The situation's not unique to SF; it happens to writers everywhere. But there's an especially grotesque, cloying irony to it here; that men whose stock-in-trade is the future should have their own futures mortgaged so completely. No one's free. The balance of art and commerce is impossible to adjust. These men are professionals. They have all written soullessly, for money only. But they have also, most of them, tried at some time to reach past that. Silverberg believed that "as you grew, and deepened, and enhanced your craft and your art... there would be a reward—and I don't mean a monetary reward." I learned at an earlier age than Silverberg that this is not so; in fact the effort to improve your craft past minimum competence works against you in every way; it is hard work, and no one wants you to do it. I am, perhaps, still a little bitter about this; Silverberg is not. His is the healthier attitude.

How do you deal with this? "Serious" writers sometimes wish they had the audience of science fiction, but the audience is a beast. Ellison: "Who do I think I am? I think I'm the guy who can write a story as good as Count the Clock That Tells the Time while sitting on a goddamn pyramid while thousands of people are trying to break my bones." Wilhelm: "People aren't interested in good prose, or beautiful language. I wonder sometimes if it isn't a mistake to nitpick and go after the prose flaws in students, or even in other writers. Maybe it's beside the point." Knight: "They don't want prose that demands close attention... it would actually annoy them if the story were written very carefully, very well, because it would slow them down." Bryant: "Eleven short years, from Clarion to a Nebula. Another overnight success. Oh, Christ."

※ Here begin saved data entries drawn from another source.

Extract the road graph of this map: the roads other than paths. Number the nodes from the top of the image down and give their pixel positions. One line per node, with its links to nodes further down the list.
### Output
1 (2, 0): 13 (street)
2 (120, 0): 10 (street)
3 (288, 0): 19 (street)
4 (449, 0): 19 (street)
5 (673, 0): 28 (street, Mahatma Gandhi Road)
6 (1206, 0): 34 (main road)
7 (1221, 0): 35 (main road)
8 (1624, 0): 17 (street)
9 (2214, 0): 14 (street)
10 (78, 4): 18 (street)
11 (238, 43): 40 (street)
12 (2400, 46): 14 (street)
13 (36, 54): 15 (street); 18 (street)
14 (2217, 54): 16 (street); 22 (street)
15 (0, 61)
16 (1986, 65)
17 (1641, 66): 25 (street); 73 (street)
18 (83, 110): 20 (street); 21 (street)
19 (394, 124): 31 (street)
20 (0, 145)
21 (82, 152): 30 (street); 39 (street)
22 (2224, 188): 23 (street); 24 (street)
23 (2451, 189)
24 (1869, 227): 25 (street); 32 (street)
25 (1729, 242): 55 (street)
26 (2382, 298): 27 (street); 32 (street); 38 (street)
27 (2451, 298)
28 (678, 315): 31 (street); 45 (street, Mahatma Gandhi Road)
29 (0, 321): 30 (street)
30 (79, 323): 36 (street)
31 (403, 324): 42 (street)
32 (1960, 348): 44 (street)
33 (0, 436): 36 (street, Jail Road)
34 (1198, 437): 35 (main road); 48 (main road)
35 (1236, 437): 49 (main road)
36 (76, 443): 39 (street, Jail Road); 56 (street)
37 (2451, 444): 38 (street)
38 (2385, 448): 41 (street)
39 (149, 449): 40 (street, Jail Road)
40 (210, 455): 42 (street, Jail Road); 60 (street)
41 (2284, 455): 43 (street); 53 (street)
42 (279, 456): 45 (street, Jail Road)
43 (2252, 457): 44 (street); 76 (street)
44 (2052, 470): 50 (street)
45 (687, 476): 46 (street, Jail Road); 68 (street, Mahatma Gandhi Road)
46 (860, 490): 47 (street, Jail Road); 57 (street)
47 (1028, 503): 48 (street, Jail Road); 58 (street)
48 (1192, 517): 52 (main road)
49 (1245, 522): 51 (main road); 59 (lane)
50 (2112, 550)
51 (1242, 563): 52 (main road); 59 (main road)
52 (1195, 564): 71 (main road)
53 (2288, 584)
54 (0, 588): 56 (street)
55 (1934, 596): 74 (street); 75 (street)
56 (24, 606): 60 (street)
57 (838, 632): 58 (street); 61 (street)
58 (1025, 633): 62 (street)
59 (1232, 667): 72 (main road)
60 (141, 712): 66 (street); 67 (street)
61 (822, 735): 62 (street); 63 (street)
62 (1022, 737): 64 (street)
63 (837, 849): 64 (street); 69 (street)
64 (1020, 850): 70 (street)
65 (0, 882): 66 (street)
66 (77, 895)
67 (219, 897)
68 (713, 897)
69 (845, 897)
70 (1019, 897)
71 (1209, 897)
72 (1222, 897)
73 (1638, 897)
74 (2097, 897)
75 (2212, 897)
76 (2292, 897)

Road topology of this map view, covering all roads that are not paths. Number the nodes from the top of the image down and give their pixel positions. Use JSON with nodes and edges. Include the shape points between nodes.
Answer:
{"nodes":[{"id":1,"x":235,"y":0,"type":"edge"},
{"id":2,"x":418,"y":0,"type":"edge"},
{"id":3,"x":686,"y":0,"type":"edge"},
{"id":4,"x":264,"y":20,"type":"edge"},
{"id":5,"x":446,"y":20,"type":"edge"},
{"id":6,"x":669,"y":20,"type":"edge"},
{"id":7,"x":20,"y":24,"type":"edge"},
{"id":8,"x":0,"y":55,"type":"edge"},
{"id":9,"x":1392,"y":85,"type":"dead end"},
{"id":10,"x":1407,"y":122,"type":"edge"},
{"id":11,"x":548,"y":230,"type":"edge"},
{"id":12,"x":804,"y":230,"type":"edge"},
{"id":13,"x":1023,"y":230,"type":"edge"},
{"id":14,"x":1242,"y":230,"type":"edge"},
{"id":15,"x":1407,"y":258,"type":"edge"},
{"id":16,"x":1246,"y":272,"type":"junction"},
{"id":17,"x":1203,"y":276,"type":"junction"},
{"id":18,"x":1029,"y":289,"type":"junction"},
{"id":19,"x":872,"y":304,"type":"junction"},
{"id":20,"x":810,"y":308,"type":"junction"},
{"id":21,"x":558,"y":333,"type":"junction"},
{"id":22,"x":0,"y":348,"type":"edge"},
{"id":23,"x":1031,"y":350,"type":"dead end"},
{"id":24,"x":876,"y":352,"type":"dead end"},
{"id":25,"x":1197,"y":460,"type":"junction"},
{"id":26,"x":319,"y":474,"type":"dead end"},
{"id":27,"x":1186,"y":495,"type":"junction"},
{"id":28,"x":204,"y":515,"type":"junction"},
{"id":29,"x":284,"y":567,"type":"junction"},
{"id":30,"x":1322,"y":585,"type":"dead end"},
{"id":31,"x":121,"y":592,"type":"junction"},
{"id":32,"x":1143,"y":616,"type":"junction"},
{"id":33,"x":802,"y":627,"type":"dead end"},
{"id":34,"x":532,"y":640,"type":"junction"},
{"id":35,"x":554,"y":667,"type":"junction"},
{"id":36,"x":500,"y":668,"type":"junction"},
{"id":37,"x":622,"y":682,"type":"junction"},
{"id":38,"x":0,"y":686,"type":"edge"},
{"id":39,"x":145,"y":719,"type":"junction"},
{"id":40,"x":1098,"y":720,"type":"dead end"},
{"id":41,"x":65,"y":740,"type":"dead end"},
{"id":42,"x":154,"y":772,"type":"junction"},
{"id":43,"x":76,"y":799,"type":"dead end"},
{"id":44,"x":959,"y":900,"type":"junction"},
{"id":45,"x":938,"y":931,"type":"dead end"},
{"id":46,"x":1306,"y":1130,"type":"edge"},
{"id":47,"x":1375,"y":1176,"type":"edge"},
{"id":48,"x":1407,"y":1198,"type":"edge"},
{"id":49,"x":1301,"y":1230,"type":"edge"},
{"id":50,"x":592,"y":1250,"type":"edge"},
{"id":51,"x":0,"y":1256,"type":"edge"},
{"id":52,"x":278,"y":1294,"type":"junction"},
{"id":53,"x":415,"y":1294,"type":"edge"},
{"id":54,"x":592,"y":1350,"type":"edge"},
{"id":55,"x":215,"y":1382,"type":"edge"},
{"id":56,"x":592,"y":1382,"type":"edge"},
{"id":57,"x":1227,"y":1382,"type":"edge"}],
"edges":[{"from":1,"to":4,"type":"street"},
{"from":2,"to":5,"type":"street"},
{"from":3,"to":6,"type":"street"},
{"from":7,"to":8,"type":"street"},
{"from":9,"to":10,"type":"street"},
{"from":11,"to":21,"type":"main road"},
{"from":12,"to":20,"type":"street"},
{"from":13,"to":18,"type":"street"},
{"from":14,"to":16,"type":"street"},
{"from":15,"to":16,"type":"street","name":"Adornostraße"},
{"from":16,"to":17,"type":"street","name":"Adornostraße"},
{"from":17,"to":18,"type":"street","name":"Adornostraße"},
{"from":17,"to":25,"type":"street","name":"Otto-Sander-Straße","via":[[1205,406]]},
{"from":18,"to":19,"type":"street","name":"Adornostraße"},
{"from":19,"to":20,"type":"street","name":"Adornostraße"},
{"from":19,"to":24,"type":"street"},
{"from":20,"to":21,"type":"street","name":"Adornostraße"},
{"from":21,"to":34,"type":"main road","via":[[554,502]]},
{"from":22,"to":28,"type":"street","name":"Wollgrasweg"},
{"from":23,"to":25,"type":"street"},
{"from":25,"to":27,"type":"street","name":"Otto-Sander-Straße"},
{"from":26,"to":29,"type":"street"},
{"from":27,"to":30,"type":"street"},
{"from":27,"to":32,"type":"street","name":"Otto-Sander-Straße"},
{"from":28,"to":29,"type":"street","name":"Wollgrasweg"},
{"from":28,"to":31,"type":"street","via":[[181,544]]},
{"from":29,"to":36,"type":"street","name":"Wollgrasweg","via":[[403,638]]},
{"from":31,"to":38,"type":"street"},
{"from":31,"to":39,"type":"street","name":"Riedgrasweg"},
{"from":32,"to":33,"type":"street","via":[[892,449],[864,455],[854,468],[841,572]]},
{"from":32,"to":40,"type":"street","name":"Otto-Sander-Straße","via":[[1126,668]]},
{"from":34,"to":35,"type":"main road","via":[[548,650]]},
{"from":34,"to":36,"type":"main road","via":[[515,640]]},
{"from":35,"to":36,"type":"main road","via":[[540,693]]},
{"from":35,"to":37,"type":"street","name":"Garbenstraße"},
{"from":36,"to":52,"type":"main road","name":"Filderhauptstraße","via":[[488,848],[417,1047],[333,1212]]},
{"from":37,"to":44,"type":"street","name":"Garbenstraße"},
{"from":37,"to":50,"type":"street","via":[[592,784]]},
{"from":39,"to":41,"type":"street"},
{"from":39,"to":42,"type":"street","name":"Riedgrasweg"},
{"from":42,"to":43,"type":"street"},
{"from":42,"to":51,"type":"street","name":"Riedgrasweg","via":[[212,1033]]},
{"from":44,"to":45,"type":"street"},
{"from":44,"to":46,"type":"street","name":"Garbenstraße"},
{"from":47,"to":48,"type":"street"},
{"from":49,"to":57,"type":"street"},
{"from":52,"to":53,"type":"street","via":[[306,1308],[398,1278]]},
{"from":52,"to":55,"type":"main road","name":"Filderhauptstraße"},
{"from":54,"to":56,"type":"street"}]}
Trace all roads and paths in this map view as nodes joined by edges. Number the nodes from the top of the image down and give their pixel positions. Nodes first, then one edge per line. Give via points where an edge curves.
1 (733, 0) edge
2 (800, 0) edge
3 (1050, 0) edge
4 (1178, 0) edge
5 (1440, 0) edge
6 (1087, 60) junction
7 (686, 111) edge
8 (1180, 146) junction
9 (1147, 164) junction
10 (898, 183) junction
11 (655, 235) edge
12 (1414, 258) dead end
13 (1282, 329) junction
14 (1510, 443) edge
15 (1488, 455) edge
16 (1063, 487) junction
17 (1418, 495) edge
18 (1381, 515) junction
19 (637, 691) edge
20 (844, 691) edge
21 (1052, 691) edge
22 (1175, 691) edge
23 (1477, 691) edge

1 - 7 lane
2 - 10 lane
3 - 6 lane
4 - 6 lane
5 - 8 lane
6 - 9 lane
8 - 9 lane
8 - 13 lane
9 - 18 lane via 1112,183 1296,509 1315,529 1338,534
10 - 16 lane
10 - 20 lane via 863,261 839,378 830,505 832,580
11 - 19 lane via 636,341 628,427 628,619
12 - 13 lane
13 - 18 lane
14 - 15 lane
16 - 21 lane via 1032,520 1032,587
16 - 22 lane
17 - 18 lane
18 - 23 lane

And after half a dozen interviews, this book, like all the science fiction that sells by the truckload, arouses no feeling at all. It merely stuns by repetition. It numbs. Not even cheery Bradbury can raise a grin. By the time he has praised his own poetry and mentioned his "all new" play of Fahrenheit 451, there is no way even to be bitter about what he once had. Nor to feel loss when Silverberg has his "odd moment of guilt" at "walking away" from the gift of Dying Inside. Nor upset at Aldiss's "Christ, where else do you go?" Nor anything for Tubb's "I started writing, as most authors do, first through love, and then through money; and I'm afraid, like the majority of authors, the love starts to vanish and the money stays." Nor this, from Malzberg: "I don't think it matters at all, and I think my career in science fiction to have been a mistake at best, a tragedy most likely. But if I had to do it all over again I would do it exactly this way." This is not an affirmation.

Confessions, or repressions, cowed or strident, beaten or self-secure, a decade's silence or an awful fetish for productivity... one voice, one story, finally deadening; a bitter, black play for voices all one voice—like the entire literature of SF itself, monstrously, psychotically rich in detail and incident, but every single work a compromise, a failure, a more or less good approximation, each a vantage point from which to view the one imaginary Ideal Science Fiction Book, which itself is unwriteable. Still we strive. One life, one story, refracted through 30 lenses. And mind you, these are the successful authors.

If this is so... if I believe it... then why do I write science fiction? Ah, my story is the same. One lucid moment caught my eye. There was a time when the field seemed full of promise. I believe it was on a Wednesday."